No pudo continuar, ya que Matthis se abalanzó sobre él, lo tomó por el cuello y comenzó a ahorcarlo con todas sus fuerzas. El licenciado no tenía ninguna oportunidad de defenderse contra la furia desatada de aquel hombre de complexión maciza. El cochero saltó en su ayuda cuando el rostro de Ruppert ya estaba comenzando a ponerse morado. El cochero intentó golpear a Matthis, pero no logró detener al comerciante. Finalmente, tomó su mano derecha y la arrancó de un tirón de la garganta de Ruppert.
Matthis Schärer intentó hacer a un lado al cochero, pero en ese momento sintió un halo ardiente en su cabeza.

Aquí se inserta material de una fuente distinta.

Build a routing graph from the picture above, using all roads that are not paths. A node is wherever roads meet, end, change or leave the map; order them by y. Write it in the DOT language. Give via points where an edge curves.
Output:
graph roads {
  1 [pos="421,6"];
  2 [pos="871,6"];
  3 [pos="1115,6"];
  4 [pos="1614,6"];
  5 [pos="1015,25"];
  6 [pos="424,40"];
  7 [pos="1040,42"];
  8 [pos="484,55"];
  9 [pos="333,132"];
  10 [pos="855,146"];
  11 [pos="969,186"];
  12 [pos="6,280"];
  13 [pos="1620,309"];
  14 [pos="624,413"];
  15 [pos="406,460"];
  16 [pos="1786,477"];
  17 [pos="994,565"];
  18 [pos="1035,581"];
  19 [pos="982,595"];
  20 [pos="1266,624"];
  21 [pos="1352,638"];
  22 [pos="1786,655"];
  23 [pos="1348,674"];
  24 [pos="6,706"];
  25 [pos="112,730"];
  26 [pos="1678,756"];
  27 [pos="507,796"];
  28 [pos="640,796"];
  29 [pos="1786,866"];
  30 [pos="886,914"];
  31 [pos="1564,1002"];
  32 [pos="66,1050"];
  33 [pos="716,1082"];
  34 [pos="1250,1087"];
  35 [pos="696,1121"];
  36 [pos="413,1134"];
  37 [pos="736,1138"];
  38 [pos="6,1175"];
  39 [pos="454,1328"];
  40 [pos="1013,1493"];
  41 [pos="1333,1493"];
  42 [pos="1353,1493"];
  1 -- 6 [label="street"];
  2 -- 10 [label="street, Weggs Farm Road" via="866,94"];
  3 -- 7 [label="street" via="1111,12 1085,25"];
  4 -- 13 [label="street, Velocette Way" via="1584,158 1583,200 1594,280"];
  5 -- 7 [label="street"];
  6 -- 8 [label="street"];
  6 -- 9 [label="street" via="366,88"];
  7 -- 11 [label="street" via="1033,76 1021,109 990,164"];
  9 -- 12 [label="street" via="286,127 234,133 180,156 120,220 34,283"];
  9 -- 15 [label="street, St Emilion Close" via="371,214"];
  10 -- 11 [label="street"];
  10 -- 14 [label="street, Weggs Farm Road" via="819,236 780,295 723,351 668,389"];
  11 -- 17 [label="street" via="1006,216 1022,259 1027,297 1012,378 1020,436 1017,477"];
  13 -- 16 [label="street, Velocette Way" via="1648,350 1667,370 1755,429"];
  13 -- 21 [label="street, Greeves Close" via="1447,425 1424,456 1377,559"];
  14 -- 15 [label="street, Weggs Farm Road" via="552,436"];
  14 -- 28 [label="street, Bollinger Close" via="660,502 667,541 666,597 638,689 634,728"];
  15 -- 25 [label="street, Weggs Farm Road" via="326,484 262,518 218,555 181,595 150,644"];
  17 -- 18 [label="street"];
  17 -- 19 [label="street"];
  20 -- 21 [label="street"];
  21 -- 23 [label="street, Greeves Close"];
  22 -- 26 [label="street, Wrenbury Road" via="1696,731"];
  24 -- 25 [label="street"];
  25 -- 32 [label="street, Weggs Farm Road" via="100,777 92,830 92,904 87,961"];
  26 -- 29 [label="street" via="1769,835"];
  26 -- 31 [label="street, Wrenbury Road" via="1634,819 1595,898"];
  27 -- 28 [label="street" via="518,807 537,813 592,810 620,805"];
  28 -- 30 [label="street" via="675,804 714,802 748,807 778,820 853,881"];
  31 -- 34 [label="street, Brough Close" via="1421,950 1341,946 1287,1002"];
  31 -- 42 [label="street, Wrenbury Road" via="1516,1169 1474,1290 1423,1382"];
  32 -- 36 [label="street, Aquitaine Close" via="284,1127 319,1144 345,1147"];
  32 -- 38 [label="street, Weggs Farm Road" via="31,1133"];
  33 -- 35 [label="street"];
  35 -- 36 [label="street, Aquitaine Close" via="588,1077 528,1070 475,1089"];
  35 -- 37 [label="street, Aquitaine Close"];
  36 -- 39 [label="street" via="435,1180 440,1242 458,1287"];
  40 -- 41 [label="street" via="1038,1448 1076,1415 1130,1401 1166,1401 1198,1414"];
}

Utz aprovechó la ventaja y lo golpeó varias veces con todas sus fuerzas. Maese Matthis lo miró fijamente, con los ojos inyectados de sangre, e intentó decir algo pero su voz ya no lo obedecía. De pronto, cayó pesadamente y quedó tendido en el suelo, inerte.
Utz le dio un par de puntapiés en el cuerpo.
—¡Gracias a Dios! Está listo.
Mientras Linhard observaba a su licenciado con la boca abierta y los ojos desorbitados por el miedo, Ruppert se masajeó el cuello e increpó a Utz.